Quick demo to show how to multiply 2 matrices on the device.

## Import Libraries

Import `torch` and `ttnn`. The paradigm here for this demo is that if we're on a CUDA card, we use `torch` to build our data, and then send to the CUDA device when we're ready. `torch` has built in capabilities for handling CUDA devices, but not Tenstorrent devices.
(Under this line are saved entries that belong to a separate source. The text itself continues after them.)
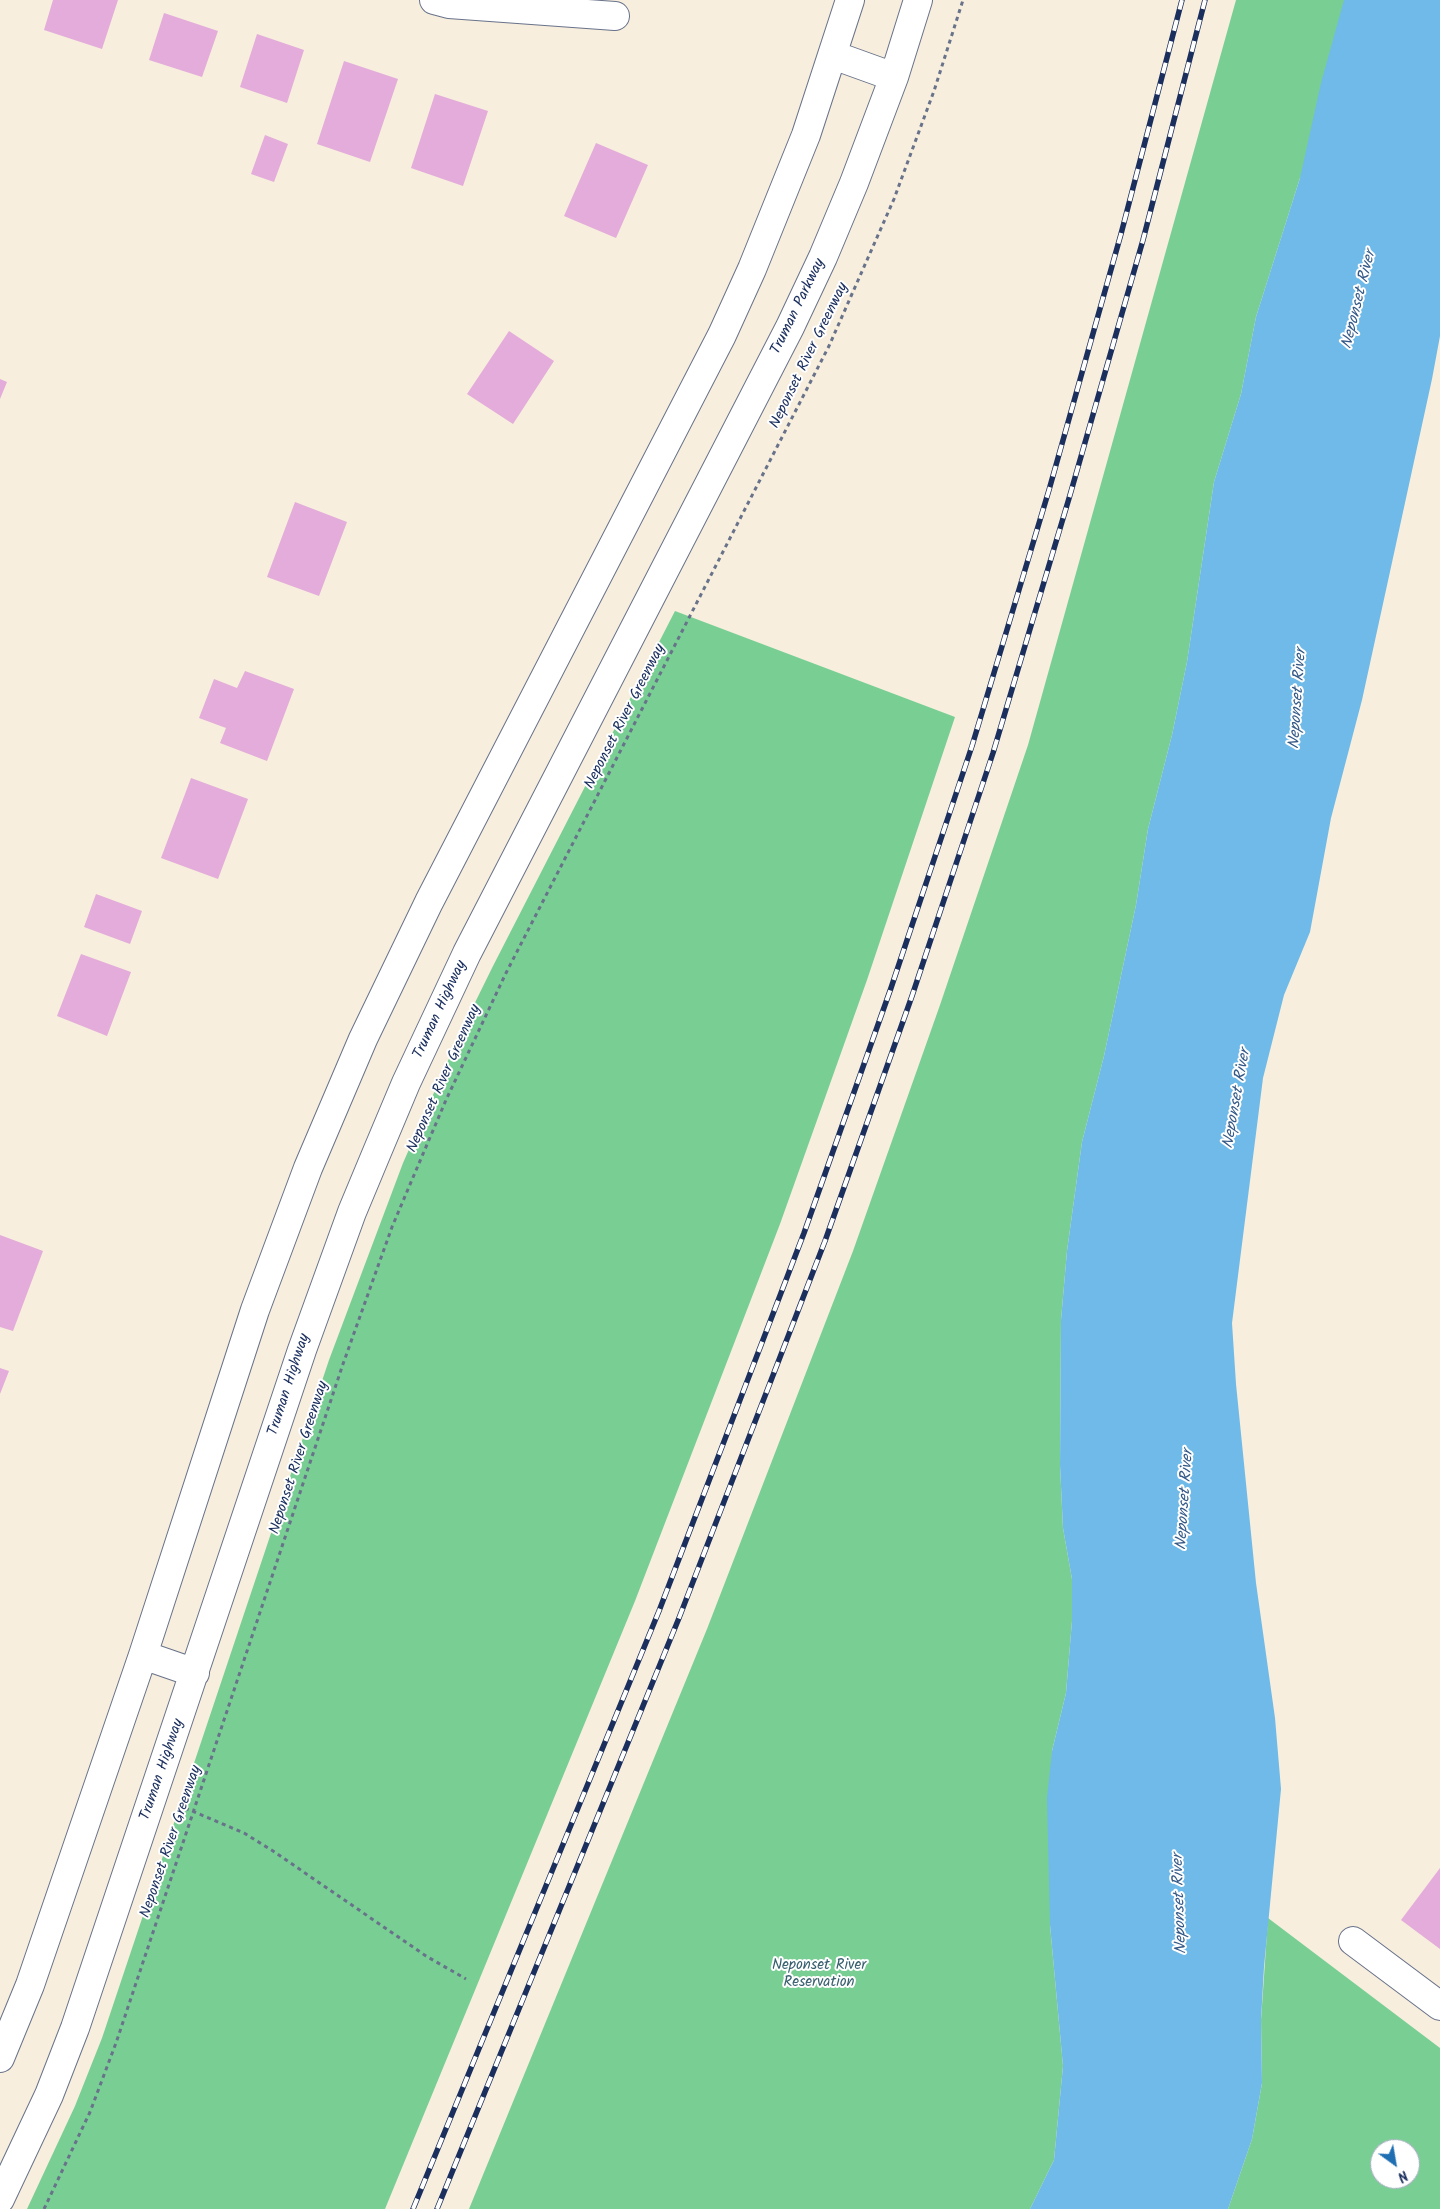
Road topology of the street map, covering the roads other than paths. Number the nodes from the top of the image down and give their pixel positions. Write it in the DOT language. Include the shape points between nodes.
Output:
graph roads {
  1 [pos="434,0"];
  2 [pos="850,0"];
  3 [pos="918,0"];
  4 [pos="615,16"];
  5 [pos="833,55"];
  6 [pos="894,77"];
  7 [pos="650,601"];
  8 [pos="143,1655"];
  9 [pos="195,1673"];
  10 [pos="1353,1941"];
  11 [pos="1440,2006"];
  12 [pos="0,2058"];
  13 [pos="0,2199"];
  1 -- 4 [label="main road" via="448,4"];
  2 -- 5 [label="main road"];
  3 -- 6 [label="main road, Truman Parkway"];
  5 -- 6 [label="main road"];
  5 -- 8 [label="main road" via="806,135 722,335 429,902 333,1107 284,1227"];
  6 -- 7 [label="main road, Truman Parkway" via="819,266"];
  7 -- 9 [label="main road, Truman Highway" via="467,953 410,1074 352,1212 302,1350"];
  8 -- 9 [label="main road"];
  8 -- 12 [label="main road" via="30,1985"];
  9 -- 13 [label="main road, Truman Highway" via="75,2028 49,2095"];
  10 -- 11 [label="main road"];
}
That's why we use `ttnn` library. `ttnn` helps us send our tensors to the device.

In [1]:
import torch
import ttnn

2025-04-19 07:28:15.040 | DEBUG    | ttnn:<module>:83 - Initial ttnn.CONFIG:
Config{cache_path=/home/avgdev/.cache/ttnn,model_cache_path=/home/avgdev/.cache/ttnn/models,tmp_dir=/tmp/ttnn,enable_model_cache=false,enable_fast_runtime_mode=true,throw_exception_on_fallback=false,enable_logging=false,enable_graph_report=false,enable_detailed_buffer_report=false,enable_detailed_tensor_report=false,enable_comparison_mode=false,comparison_mode_should_raise_exception=false,comparison_mode_pcc=0.9999,root_report_path=generated/ttnn/reports,report_name=std::nullopt,std::nullopt}


## Create Tensors

Notice creating tensors is the same as always with `torch`. We just need to convert them to `ttnn` tensors by using `from_torch`. More details on `TILE_LAYOUT` later, but just know that the Wormhole n150d has a different memory access pattern than `torch`. (tile-based access)

In [2]:
a = torch.tensor([[3, 3]])
b = torch.tensor([[2], [5]])

In [3]:
a = ttnn.from_torch(a, dtype=ttnn.bfloat16, layout=ttnn.TILE_LAYOUT)
b = ttnn.from_torch(b, dtype=ttnn.bfloat16, layout=ttnn.TILE_LAYOUT)

## Opening the Device

Here it is! You communicate with the device. It's just as simple as finding the device id (most of the time, `0`) and using `open_device` with the `device_id`. 

In [4]:
device_id = 0
device = ttnn.open_device(device_id=device_id)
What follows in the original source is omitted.